If we were to consider Western musical instruments visually, few would equal the piano in their ability to physically convey information about the music they were designed to produce. One glance at the keyboard is enough to tell us that it is designed for diatonic music. The asymmetrical layout, with alternating groups of two and three black keys rising above a sea of white, eloquently indicates that, as Orwell might have put it, while all notes are equal, some are more equal than others. And to the even slightly more informed, it clearly confirms that pitch played an especially important role in Western music throughout the period when organs, harpsichords, fortepianos and modern pianofortes held sway.

With the arrival of the XXth century, pitch found itself increasingly obliged to share the limelight with timbre, and the electrification of Western society stimulated the invention of innumerable new instruments whose timbres seemed truly exotic at that time. Of these, many were played, at least partially, with keyboards not especially different that those of their innumerable acoustic predecessors. The Ondes Martenot, the Novachord and even Thaddeus Cahill's gigantic Telharmonium—it weighed no less than 200 tons—were operated primarily with piano-like keyboards. Later in that same century an offshoot of the piano would provide the solution for controlling the first synthesizer to actually be called by that name. The Pianola or player piano was activated by a long roll of thick paper punched with holes—a form of "programming" adopted for controlling the 4-channel Olsen-Belar electronic music synthesizer more popularly known as the RCA Mk. II, which provided the Columbia-Princeton Electronic Music Center with its unique sounds in the late 1950s and '60s.

Fully a decade earlier, John Cage was involved in a more direct approach to timbral exploration. Rather than incorporating parts of the piano into the design of an electronic instrument, he began experimenting with the sonic possibilities of placing objects on or among the strings of a grand piano itself.

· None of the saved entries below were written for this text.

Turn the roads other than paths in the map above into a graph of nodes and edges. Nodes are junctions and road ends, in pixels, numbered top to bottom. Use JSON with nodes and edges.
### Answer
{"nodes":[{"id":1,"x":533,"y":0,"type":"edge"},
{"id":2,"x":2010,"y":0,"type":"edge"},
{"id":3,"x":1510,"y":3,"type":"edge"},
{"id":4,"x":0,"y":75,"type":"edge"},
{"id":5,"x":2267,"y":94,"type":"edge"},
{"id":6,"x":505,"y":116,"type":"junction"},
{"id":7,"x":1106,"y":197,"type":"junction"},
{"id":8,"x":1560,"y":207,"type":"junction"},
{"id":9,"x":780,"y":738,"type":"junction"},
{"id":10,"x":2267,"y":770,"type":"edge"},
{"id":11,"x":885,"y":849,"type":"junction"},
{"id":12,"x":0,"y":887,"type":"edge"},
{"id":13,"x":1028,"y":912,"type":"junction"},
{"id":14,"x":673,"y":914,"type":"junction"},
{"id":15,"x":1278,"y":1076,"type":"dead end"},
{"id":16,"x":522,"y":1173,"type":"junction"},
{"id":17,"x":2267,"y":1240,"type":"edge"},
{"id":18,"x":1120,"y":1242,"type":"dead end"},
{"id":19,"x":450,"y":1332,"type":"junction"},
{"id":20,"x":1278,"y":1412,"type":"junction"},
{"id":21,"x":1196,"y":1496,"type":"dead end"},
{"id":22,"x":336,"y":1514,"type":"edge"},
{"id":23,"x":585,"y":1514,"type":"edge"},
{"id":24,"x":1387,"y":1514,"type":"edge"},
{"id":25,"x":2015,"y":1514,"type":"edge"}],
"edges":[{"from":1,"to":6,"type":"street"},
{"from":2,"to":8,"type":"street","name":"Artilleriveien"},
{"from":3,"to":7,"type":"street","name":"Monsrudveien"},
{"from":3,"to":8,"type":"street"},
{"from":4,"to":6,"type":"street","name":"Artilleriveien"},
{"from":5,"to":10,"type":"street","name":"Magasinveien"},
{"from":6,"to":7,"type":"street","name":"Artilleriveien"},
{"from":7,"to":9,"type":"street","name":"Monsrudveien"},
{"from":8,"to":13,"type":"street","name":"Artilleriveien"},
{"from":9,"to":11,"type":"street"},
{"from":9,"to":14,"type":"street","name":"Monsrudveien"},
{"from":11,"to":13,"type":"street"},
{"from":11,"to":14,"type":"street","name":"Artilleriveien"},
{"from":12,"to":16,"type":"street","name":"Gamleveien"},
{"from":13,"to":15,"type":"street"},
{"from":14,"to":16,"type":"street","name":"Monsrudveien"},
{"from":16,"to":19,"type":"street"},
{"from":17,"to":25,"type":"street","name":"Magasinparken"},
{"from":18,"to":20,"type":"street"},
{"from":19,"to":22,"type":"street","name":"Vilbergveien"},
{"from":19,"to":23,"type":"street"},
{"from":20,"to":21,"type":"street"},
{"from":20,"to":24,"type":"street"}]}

The result was what came to be known as "prepared piano", for which Cage composed numerous pieces culminating in his Sonatas and Interludes (1946 and 1948). Not surprisingly, his initial exploration of electroacoustic media dates from the same period. While his first composition for prepared piano, Bacchanale, dates from 1940, his Imaginary Landscape no. 1, which includes gramophone records of constant and variable frequency, was premiered in March, 1939. Although the inventor of the prepared piano never composed a work that paired it with electronic media, the narrow time frame in which he began exploring both is indicative of a shared set of underlying timbral and discursive concerns.

For me, as a musician thoroughly grounded in the techniques and practices of contemporary electroacoustic composition but active primarily as an electronic free improviser, the chance to create music spontaneously with someone equally familiar with the canons of contemporary composition is a luxury. In such a dialogue, harmonic and rhythmic elements present and explored in Western compositions since at least the mid 20th century need only be alluded to in order to be recognized by the other party. Carmen and I share a wealth of musical resources and to my delight she uses them very creatively. It's not enough to know a language; you also need to have something to say. She does. Of course, there is also the fact that she plays prepared piano, that she has deeply studied and written about prepared piano—not just its iconic compositions, but also its techniques of preparation—and that she is a fluid, imaginative, personal and intelligent improviser.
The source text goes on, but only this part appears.